Results of the CE plus MPA substudy, which included 16,608 women (average 63 years of age, range 50 to 79; 83.9% White, 6.8% Black, 5.4% Hispanic, 3.9% Other) are presented in Table 5. These results reflect centrally adjudicated data after an average follow-up of 5.6 years.
Table 5: Relative and Absolute Risk Seen in the Estrogen Plus Progestin Substudy of WHI at an Average of 5.6 YearsAdapted from numerous WHI publications. WHI publications can be viewed at www.nhlbi.nih.gov/whi.
.Results are based on centrally adjudicated data.
| Event | Relative Risk CE/MPA vs Placebo (95% nCI Nominal confidence intervals unadjusted for multiple looks and multiple comparisons. ) | CE/MPA N = 8.506 | Placebo N = 8,102 |
|---|
| | Absolute Risk per 10,000 Women-Years |
|---|
CHD events Non-fatal MI CHD death | 1.23 (0.99-1.53) 1.28 (1.00-1.63) 1.10 (0.70-1.75) | 41 31 8 | 34 25 8 |
All Strokes Ischemic stroke | 1.31 (1.03-1.68) 1.44 (1.09-1.90) | 33 26 | 25 18 |
| Deep vein thrombosis Not included in "global index." | 1.95 (1.43-2.67) | 26 | 13 |
| Pulmonary embolism | 2.13 (1.45-3.11) | 18 | 8 |
| Invasive breast cancer Includes metastatic and non-metastatic breast cancer with the exception of in situ cancer. | 1.24 (1.01-1.54) | 41 | 33 |
| Colorectal cancer | 0.61 (0.42-0.87) | 10 | 16 |
| Endometrial cancer | 0.81 (0.48-1.36) | 6 | 7 |
| Cervical cancer | 1.44 (0.47-4.42) | 2 | 1 |
| Hip fracture | 0.67 (0.47-0.96) | 11 | 16 |
| Vertebral fractures | 0.65 (0.46-0.92) | 11 | 17 |
| Lower arm/wrist fracture | 0.71 (0.59-0.85) | 44 | 62 |
| Total fractures | 0.76 (0.69-0.83) | 152 | 199 |
| Overall mortality, All deaths, except from breast or colorectal cancer, definite or probable CHD, PE or cerebrovascular disease. | 1.00 (0.83-1.19) | 52 | 52 |
| Global Index A subset of the events was combined in a "global index," defined as the earliest occurrence of CHD events, invasive breast cancer, stroke, PE, colorectal cancer, hip fracture, or death due to other causes. | 1.13 (1.02-1.25) | 184 | 165 |
Timing of the initiation of estrogen plus progestin therapy relative to the start of menopause may affect the overall risk benefit profile.
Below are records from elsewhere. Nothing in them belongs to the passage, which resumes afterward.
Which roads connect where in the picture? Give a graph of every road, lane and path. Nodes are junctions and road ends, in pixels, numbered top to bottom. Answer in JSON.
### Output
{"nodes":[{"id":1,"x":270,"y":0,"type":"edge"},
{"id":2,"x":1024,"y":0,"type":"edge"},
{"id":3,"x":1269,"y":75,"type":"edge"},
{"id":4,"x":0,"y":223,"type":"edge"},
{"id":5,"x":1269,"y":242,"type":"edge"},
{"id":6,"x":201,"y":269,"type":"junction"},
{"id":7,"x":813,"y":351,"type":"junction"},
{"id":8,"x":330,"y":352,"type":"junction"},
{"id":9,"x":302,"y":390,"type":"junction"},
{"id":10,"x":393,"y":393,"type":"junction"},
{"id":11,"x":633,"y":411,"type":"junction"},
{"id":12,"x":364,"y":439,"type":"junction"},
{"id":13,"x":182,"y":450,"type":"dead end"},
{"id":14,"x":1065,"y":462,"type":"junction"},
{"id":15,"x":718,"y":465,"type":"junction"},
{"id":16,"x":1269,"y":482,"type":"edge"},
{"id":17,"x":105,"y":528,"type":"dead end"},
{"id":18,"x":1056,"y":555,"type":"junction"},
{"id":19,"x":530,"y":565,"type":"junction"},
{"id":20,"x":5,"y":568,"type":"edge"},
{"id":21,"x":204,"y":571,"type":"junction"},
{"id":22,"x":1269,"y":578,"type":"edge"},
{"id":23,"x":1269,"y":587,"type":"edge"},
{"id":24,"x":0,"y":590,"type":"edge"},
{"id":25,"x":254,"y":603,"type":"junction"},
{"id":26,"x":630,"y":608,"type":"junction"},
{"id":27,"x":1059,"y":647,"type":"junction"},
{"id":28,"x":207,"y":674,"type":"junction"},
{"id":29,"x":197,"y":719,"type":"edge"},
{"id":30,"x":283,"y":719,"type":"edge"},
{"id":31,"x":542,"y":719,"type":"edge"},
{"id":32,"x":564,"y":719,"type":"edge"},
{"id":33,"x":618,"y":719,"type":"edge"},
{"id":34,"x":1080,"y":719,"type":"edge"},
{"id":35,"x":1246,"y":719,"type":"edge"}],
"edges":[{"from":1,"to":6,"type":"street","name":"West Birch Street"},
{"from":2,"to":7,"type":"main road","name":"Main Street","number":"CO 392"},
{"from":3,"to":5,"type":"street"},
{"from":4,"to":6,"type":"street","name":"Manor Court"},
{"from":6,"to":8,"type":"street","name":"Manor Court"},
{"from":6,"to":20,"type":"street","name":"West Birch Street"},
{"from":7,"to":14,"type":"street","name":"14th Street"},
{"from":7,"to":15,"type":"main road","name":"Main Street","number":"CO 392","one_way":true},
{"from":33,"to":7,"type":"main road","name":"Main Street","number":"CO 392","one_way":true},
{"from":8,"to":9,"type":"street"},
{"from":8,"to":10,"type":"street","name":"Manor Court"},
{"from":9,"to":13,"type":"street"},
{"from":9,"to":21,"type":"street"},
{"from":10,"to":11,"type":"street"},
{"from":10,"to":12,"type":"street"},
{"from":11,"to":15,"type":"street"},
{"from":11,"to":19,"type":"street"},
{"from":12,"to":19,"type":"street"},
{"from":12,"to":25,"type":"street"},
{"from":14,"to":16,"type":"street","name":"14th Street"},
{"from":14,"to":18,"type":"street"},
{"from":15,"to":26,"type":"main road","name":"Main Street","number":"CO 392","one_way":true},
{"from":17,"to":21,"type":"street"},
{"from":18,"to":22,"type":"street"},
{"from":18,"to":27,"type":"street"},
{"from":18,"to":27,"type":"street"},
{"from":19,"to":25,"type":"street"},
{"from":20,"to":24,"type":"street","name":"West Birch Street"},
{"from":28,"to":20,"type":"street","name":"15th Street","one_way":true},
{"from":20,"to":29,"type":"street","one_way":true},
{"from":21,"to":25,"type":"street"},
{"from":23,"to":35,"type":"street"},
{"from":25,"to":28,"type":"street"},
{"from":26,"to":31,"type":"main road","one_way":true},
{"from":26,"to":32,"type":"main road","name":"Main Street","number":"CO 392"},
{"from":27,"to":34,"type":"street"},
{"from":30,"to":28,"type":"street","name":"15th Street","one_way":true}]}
The WHI estrogen plus progestin substudy stratified by age showed in women 50-59 years of age, a non-significant trend toward reduced risk for overall mortality [HR 0.69 (95% CI, 0.44 to 1.07)].
Vaginal Bleeding
Inform postmenopausal women of the importance of reporting vaginal bleeding to their healthcare provider as soon as possible [see Warnings and Precautions (5.3)].
Possible Serious Adverse Reactions with Estrogen-Alone Therapy
Inform postmenopausal women of possible serious adverse reactions of estrogen-alone therapy including Cardiovascular Disorders, Malignant Neoplasms, and Probable Dementia [see Warnings and Precautions (5.2, 5.3, 5.4)].
Possible Common Adverse Reactions with Estrogen-Alone Therapy
Inform postmenopausal women of possible less serious but common adverse reactions of estrogen-alone therapy such as headache, breast pain and tenderness, nausea and vomiting.